Tezzaron: You’ve got our attention now

August 29th, 2013 by Peggy Aycinena

Tezzaron Founder and CTO Bob Patti delivered a rousing keynote at the Silicon Valley Magma User Group meeting back in 2010, talking about his company’s 3D memory technology and how it offered a solution to the increased demands for on-chip capacity. I spoke to Patti following that speech, with details of the conversation posted here.

In the past 3 years, things have only gotten worse with respect to memory demands, so one might think Tezzaron’s solution is in even greater demand today. The problem, of course, is that Tezzaron Semiconductor is not the only company offering something that looks like ‘3D memory.’

In fact, 3 weeks ago at MemCon 2013 in Silicon Valley, I attended a keynote given by Micron Technology’s Mike Black singing the praises of his company’s Hybrid Memory Cube. Sitting in the audience, I tried to compare and contrast the Micron technology with what I believed to be the Tezzaron solution.

Happily, Tezzaron had a booth at MemCon, so it was possible to talk to somebody from the company about how they viewed Micron’s competing technology. Unfortunately, Tezzaron VP David Chapman was surrounded by a mob of interested people when I got to the booth, so I took his card and arranged to talk to him later about my many questions.

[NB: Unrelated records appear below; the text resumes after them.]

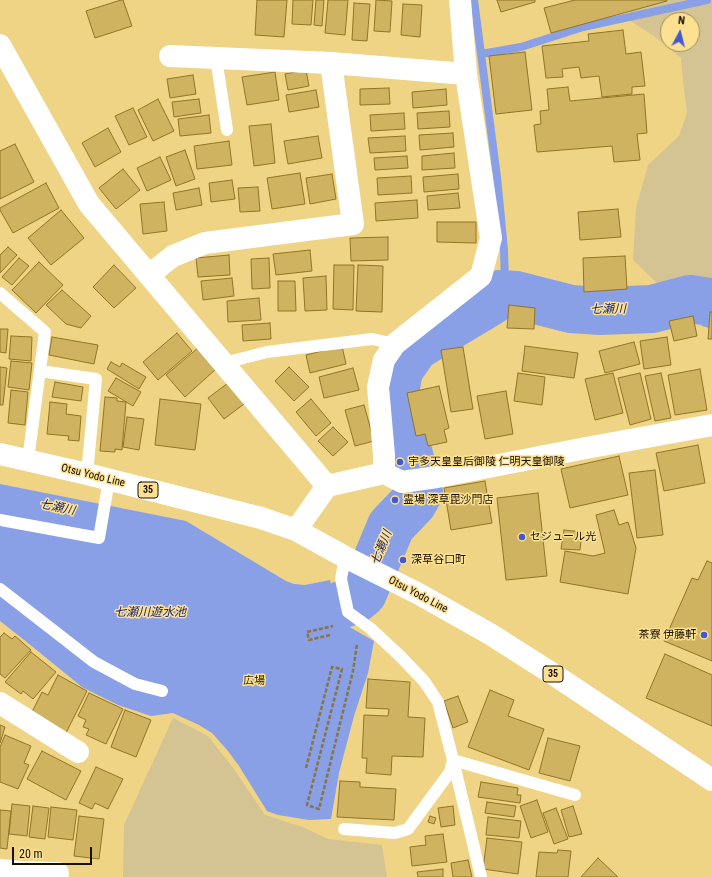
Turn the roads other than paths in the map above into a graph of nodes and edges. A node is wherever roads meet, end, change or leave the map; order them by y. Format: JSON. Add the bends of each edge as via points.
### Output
{"nodes":[{"id":1,"x":460,"y":0,"type":"edge"},
{"id":2,"x":0,"y":45,"type":"edge"},
{"id":3,"x":170,"y":56,"type":"dead end"},
{"id":4,"x":216,"y":58,"type":"junction"},
{"id":5,"x":331,"y":63,"type":"junction"},
{"id":6,"x":466,"y":74,"type":"junction"},
{"id":7,"x":227,"y":130,"type":"dead end"},
{"id":8,"x":149,"y":275,"type":"junction"},
{"id":9,"x":0,"y":293,"type":"edge"},
{"id":10,"x":395,"y":344,"type":"junction"},
{"id":11,"x":224,"y":363,"type":"junction"},
{"id":12,"x":40,"y":371,"type":"junction"},
{"id":13,"x":712,"y":425,"type":"edge"},
{"id":14,"x":0,"y":454,"type":"edge"},
{"id":15,"x":28,"y":460,"type":"junction"},
{"id":16,"x":87,"y":474,"type":"junction"},
{"id":17,"x":393,"y":478,"type":"junction"},
{"id":18,"x":109,"y":480,"type":"junction"},
{"id":19,"x":327,"y":486,"type":"junction"},
{"id":20,"x":0,"y":520,"type":"edge"},
{"id":21,"x":296,"y":530,"type":"junction"},
{"id":22,"x":345,"y":557,"type":"junction"},
{"id":23,"x":0,"y":589,"type":"edge"},
{"id":24,"x":162,"y":691,"type":"dead end"},
{"id":25,"x":0,"y":703,"type":"edge"},
{"id":26,"x":78,"y":752,"type":"dead end"},
{"id":27,"x":453,"y":760,"type":"junction"},
{"id":28,"x":712,"y":780,"type":"edge"},
{"id":29,"x":575,"y":795,"type":"dead end"},
{"id":30,"x":344,"y":829,"type":"dead end"},
{"id":31,"x":0,"y":870,"type":"edge"},
{"id":32,"x":58,"y":873,"type":"dead end"},
{"id":33,"x":22,"y":875,"type":"edge"},
{"id":34,"x":481,"y":877,"type":"edge"}],
"edges":[{"from":1,"to":6,"type":"street"},
{"from":2,"to":8,"type":"street","via":[[89,204]]},
{"from":3,"to":4,"type":"street"},
{"from":4,"to":5,"type":"street"},
{"from":4,"to":7,"type":"lane"},
{"from":5,"to":6,"type":"street"},
{"from":5,"to":8,"type":"street","via":[[353,224],[205,243],[173,256]]},
{"from":6,"to":10,"type":"street","via":[[491,238],[481,276]]},
{"from":8,"to":11,"type":"street"},
{"from":9,"to":12,"type":"lane","via":[[45,332]]},
{"from":10,"to":11,"type":"lane","via":[[372,339],[267,352]]},
{"from":10,"to":17,"type":"street","via":[[384,360],[378,387],[384,455]]},
{"from":11,"to":19,"type":"street"},
{"from":12,"to":15,"type":"lane"},
{"from":12,"to":16,"type":"lane","via":[[96,379]]},
{"from":13,"to":17,"type":"street","via":[[428,478]]},
{"from":14,"to":15,"type":"street","name":"Otsu Yodo Line","number":"35"},
{"from":15,"to":16,"type":"street","name":"Otsu Yodo Line","number":"35"},
{"from":16,"to":18,"type":"street","name":"Otsu Yodo Line","number":"35"},
{"from":17,"to":19,"type":"street"},
{"from":18,"to":20,"type":"lane","via":[[99,538]]},
{"from":18,"to":21,"type":"street","name":"Otsu Yodo Line","number":"35","via":[[261,518]]},
{"from":19,"to":21,"type":"street"},
{"from":21,"to":22,"type":"street","name":"Otsu Yodo Line","number":"35"},
{"from":22,"to":27,"type":"lane","via":[[341,579],[348,612],[370,628],[424,681],[438,702]]},
{"from":22,"to":28,"type":"street","name":"Otsu Yodo Line","number":"35","via":[[420,594],[490,634]]},
{"from":23,"to":24,"type":"lane","via":[[94,662],[135,684]]},
{"from":25,"to":26,"type":"street"},
{"from":27,"to":29,"type":"lane"},
{"from":27,"to":30,"type":"lane","via":[[450,772],[408,829],[394,833]]},
{"from":27,"to":34,"type":"lane"},
{"from":31,"to":33,"type":"street"},
{"from":32,"to":33,"type":"street"}]}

My number one question: Given the size of Micron and the ecosystem of partners they’ve assembled, the Hybrid Memory Cube Consortium, is Tezzaron winning the battle of technology superiority, but losing the war for market share?

Tezzaron’s Chapman was not offended by my question. Instead, he started by framing his answer with a description of current market needs and continued from there. The following is a transcript of his comments.


Bursty data dumps …

Per David Chapman, “The real distinction for Tezzaron is transaction rate, a figure of merit which may be unfamiliar to almost everybody. For the last 20 years at least, the memory industry has focused on improving bandwidth. Rightly so, because the memory industry has focused on computer applications, doing things that make things like PCs work well. In a broader context, making things that run microprocessors work well.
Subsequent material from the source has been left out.